I READ with much interest the article regarding the town bus service in Malton and Norton, which has been extended for a further six months by the North Yorkshire County Council, which also includes Pickering.

This is good news for the local residents who rely on the service, especially the elderly and disabled, as the buses have a disabled wheelchair access.

While the buses are smaller than those provided by Hayesway, they do appear to be used by the residents of Pickering, where I live, and hopefully will continue to do so.

Ann Searle, Pickering

Help is at hand

AS the new year gets under way, ex-forces men and women who are out of work in Yorkshire will be looking ahead to what 2019 might have in store for them.

This can be a challenging time of year for veterans. Those with mental or physical health conditions who do not have a job or a close support network can feel particularly isolated.

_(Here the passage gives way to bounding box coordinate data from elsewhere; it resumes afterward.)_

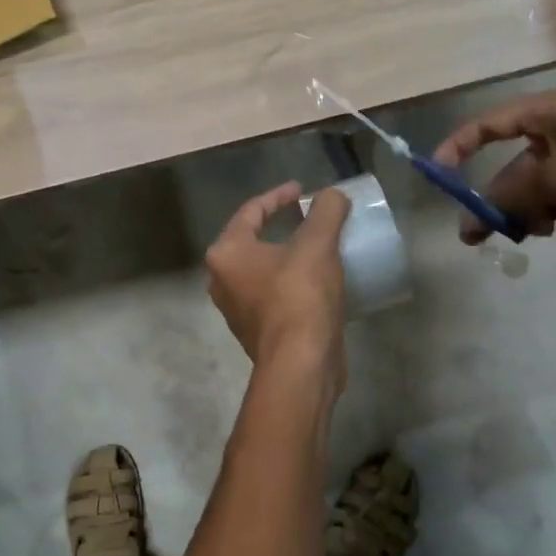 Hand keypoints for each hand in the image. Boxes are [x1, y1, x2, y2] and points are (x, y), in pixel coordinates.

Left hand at [205, 181, 350, 385]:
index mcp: (226, 254)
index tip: (302, 190)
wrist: (300, 365)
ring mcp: (237, 310)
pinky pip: (274, 296)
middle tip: (309, 217)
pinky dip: (292, 283)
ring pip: (263, 271)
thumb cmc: (300, 298)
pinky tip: (318, 283)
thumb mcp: (317, 245)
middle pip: (252, 241)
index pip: (250, 211)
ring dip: (287, 257)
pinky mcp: (257, 332)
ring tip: (317, 248)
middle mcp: (222, 281)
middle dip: (280, 227)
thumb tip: (333, 195)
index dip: (278, 196)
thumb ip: (326, 211)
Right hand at [433, 87, 555, 245]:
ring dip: (539, 213)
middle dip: (503, 200)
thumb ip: (508, 196)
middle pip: (522, 166)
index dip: (461, 145)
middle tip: (479, 236)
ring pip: (552, 189)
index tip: (438, 172)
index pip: (493, 122)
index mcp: (554, 111)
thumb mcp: (551, 177)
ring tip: (542, 233)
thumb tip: (475, 216) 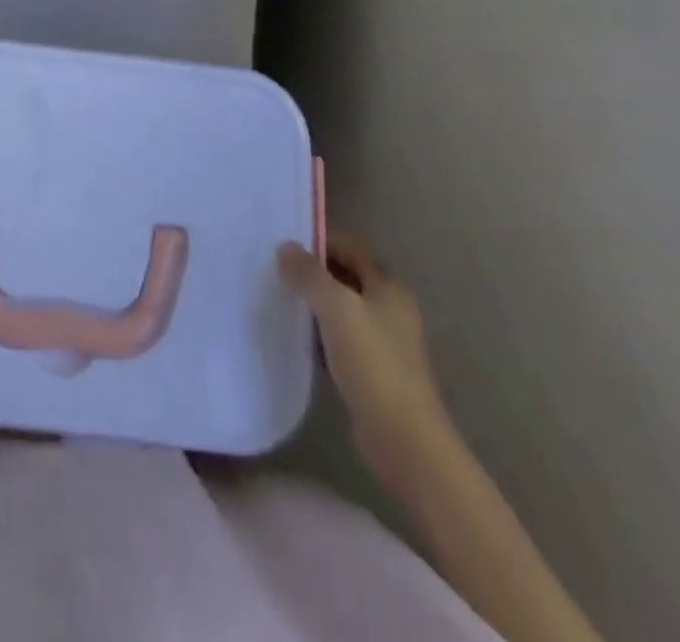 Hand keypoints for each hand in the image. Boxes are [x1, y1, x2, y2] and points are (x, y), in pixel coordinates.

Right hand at [279, 231, 451, 482]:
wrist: (405, 440)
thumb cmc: (373, 364)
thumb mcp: (336, 308)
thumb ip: (309, 275)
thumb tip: (286, 247)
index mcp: (388, 287)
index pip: (350, 246)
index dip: (319, 240)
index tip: (283, 244)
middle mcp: (389, 309)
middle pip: (346, 275)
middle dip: (312, 271)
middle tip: (274, 269)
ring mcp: (383, 341)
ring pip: (341, 308)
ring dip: (313, 303)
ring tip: (278, 299)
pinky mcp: (372, 370)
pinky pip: (340, 338)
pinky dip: (319, 333)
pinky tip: (295, 338) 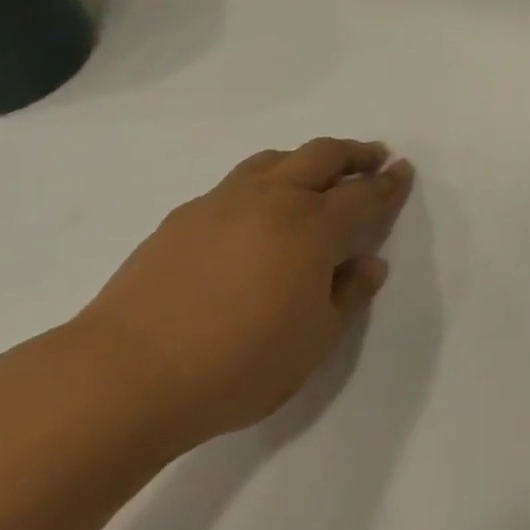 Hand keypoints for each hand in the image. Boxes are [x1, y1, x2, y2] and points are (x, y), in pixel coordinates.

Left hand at [73, 138, 414, 447]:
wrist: (125, 376)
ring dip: (305, 159)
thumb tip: (368, 263)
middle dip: (354, 153)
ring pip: (275, 160)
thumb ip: (348, 296)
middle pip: (322, 156)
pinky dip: (262, 182)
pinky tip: (254, 212)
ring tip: (315, 173)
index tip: (403, 170)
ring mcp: (223, 203)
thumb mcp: (315, 342)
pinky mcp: (183, 217)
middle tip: (372, 156)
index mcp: (313, 226)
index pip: (364, 195)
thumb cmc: (237, 364)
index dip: (389, 183)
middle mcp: (273, 199)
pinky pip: (236, 183) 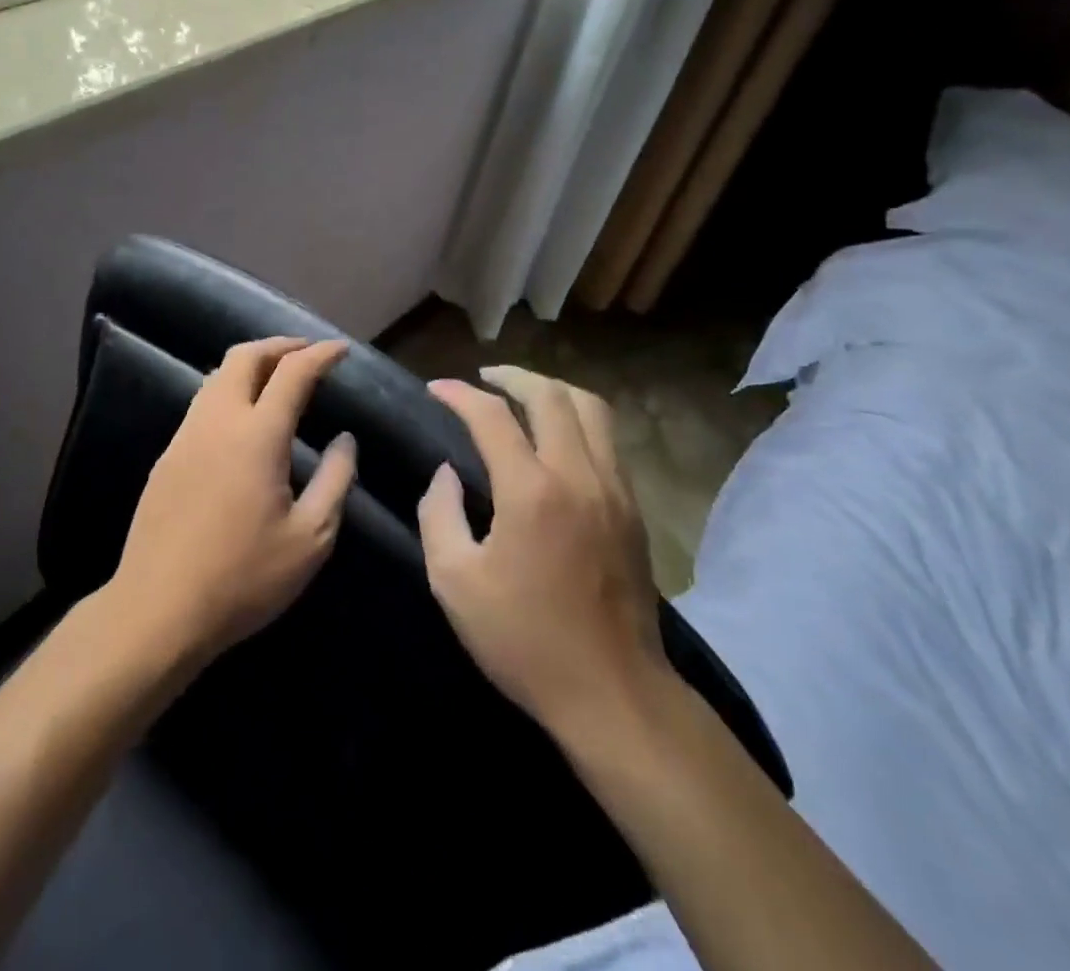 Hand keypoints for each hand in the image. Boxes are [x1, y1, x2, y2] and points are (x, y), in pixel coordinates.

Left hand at [108, 337, 356, 661]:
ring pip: (217, 376)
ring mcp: (186, 436)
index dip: (321, 354)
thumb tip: (345, 440)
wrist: (157, 609)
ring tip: (278, 377)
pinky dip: (230, 390)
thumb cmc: (243, 577)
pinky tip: (243, 418)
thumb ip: (336, 480)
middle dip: (280, 345)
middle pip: (245, 356)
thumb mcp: (310, 538)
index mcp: (257, 435)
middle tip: (308, 353)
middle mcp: (218, 421)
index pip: (293, 372)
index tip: (342, 350)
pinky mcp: (167, 456)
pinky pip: (202, 403)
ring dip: (251, 364)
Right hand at [418, 365, 669, 738]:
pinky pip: (608, 440)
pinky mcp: (633, 509)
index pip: (492, 416)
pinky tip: (557, 438)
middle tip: (483, 378)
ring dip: (552, 390)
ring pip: (591, 409)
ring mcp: (614, 489)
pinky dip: (578, 420)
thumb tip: (447, 474)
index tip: (436, 389)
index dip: (459, 394)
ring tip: (524, 394)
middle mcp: (578, 475)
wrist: (612, 693)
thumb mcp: (455, 582)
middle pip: (550, 395)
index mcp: (531, 491)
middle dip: (512, 376)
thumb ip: (439, 515)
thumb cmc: (524, 640) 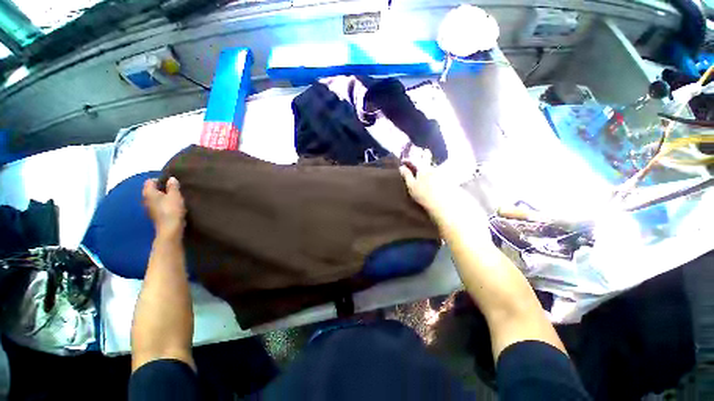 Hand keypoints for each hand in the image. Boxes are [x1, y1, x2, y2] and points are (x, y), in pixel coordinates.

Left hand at [143, 177, 185, 237]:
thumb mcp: (175, 195)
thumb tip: (171, 178)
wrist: (170, 228)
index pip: (150, 181)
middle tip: (174, 189)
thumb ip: (173, 186)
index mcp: (148, 192)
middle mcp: (145, 199)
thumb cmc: (172, 209)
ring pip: (155, 198)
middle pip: (152, 190)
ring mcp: (149, 208)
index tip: (171, 182)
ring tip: (175, 197)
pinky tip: (173, 206)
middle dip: (162, 188)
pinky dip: (164, 204)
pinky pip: (158, 205)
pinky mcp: (155, 215)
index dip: (160, 179)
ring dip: (164, 196)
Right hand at [399, 148, 452, 214]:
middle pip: (428, 159)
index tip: (405, 159)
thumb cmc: (423, 195)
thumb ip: (407, 176)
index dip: (409, 159)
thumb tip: (401, 167)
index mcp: (422, 170)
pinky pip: (442, 170)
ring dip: (431, 161)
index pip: (415, 160)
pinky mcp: (447, 178)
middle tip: (424, 151)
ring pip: (435, 164)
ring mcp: (441, 172)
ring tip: (430, 160)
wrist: (442, 203)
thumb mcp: (411, 186)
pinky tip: (439, 171)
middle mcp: (432, 168)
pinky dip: (439, 168)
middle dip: (425, 154) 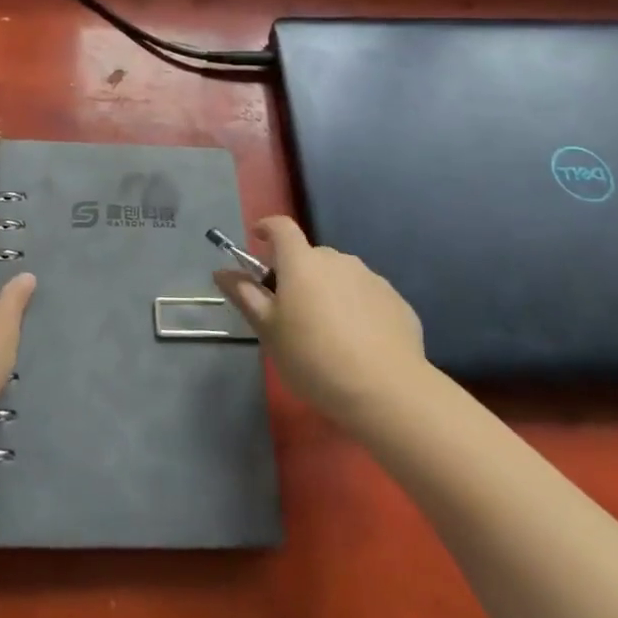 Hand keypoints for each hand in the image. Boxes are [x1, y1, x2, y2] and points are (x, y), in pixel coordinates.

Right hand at [215, 215, 424, 428]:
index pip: (281, 226)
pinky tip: (358, 343)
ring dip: (329, 291)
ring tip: (328, 332)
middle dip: (298, 274)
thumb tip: (221, 272)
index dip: (267, 228)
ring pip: (340, 276)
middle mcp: (337, 260)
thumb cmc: (314, 358)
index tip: (258, 240)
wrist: (386, 391)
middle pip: (310, 257)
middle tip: (291, 310)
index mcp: (302, 262)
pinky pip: (367, 296)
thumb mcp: (269, 331)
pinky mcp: (396, 301)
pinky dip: (357, 309)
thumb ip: (245, 296)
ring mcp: (371, 278) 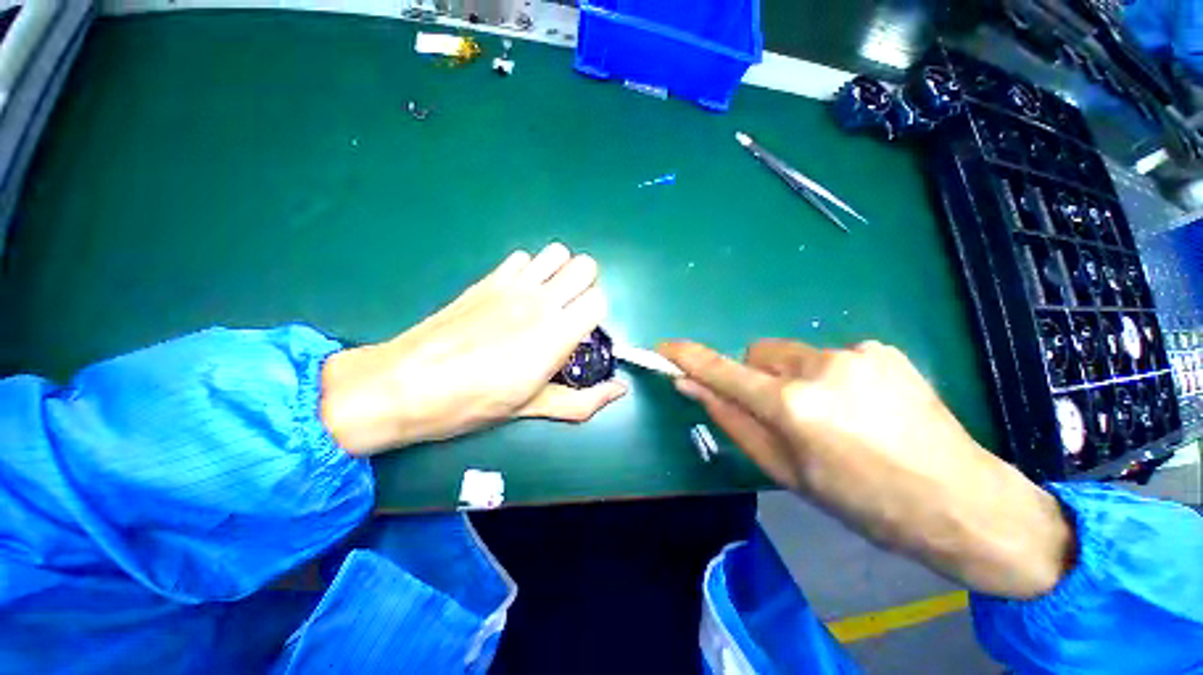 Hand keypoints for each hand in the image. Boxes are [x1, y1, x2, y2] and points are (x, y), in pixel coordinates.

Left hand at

At The Poppy Factory, we know that ex-service men and women who are wounded, injured or sick will still flourish in the right working environment.

In return, the skills they have honed in the military bring enormous benefits to their employers. The contribution made by meaningful work to positive mental health cannot be overstated.

The Poppy Factory’s employability team works closely with individuals in their communities, helping to boost their confidence and skills and look for the right job opportunities.

We help with everything from CV writing and interview preparation to training and in-work support, making sure our veterans feel comfortable in whatever new roles they take up.

This year I hope many more businesses and organisations across Yorkshire will consider the value that veterans can add to their workforce.

Our team stands ready to help more wounded, injured and sick veterans find a way to fulfil their potential in the civilian world.

Deirdre Mills, chief executive, The Poppy Factory

Truly missed

IT was with great sadness that I learnt of the passing of one of our Lib Dem Peers. Paddy Ashdown was a great influence in the development of our party, both when MP for Yeovil, as our leader in the Commons, and then a member of the Lords.

I first met him when, following the by-election, I went to Westminster as Ryedale’s MP in May 1986.

He was always full of energy, had loads of ideas and used to share these with us with enthusiasm.

On one occasion, during the passage of the sex discrimination through Parliament, he invited me and five or six of the younger members to breakfast with him, to discuss the various clauses of the Bill. I was the appointed member on the committee for this Bill, chiefly I because, I suspect, at the time I was the only one of my gender in our party, and also, only the 26th lady member of the whole House.

Paddy provided an excellent breakfast and there was plenty of useful discussion, which helped me, to go with it.

He will truly be greatly missed and deepest sympathy goes from our local party to his wife and family.

Elizabeth Shields, president of Ryedale Liberal Democrats

No surprise

I REFER to Dr Williams’ comments in letters and opinions in the Gazette & Herald on December 19.

Dr Williams by now you must surely have realised that Mr Hollinrake our local MP is a “yes man” who adheres to party policy, irrespective of the views of his constituents.

His support of fracking in Ryedale is yet another example.

Following his fracking survey trip to America, I find it difficult to believe that Mr Hollinrake could support fracking, knowing the many problems it causes which he must surely have become aware of.

So his support of lethal weapons comes as no surprise.

Christopher Baxter, Kirkbymoorside

It’s plain wrong

MARTIN Crutwell is plain wrong about the European arrest warrant.

This only applies to serious criminal law calling for a minimum prison sentence of one year. These laws are set by national governments. It has nothing at all to do with “red tape” regulations made by EU or UK bureaucrats.

This warrant was not forced upon us but required an opt-in by the UK government. As a consequence, more than 6,000 criminals have been deported from the UK, and around 700 criminals deported from EU countries to the UK. People believing in the rule of law should celebrate this.

His comments about Magna Carta are also misleading. The Vikings had trial by a jury of 12 people before we did. In other words, this concept was exported to England from Europe, not the other way round.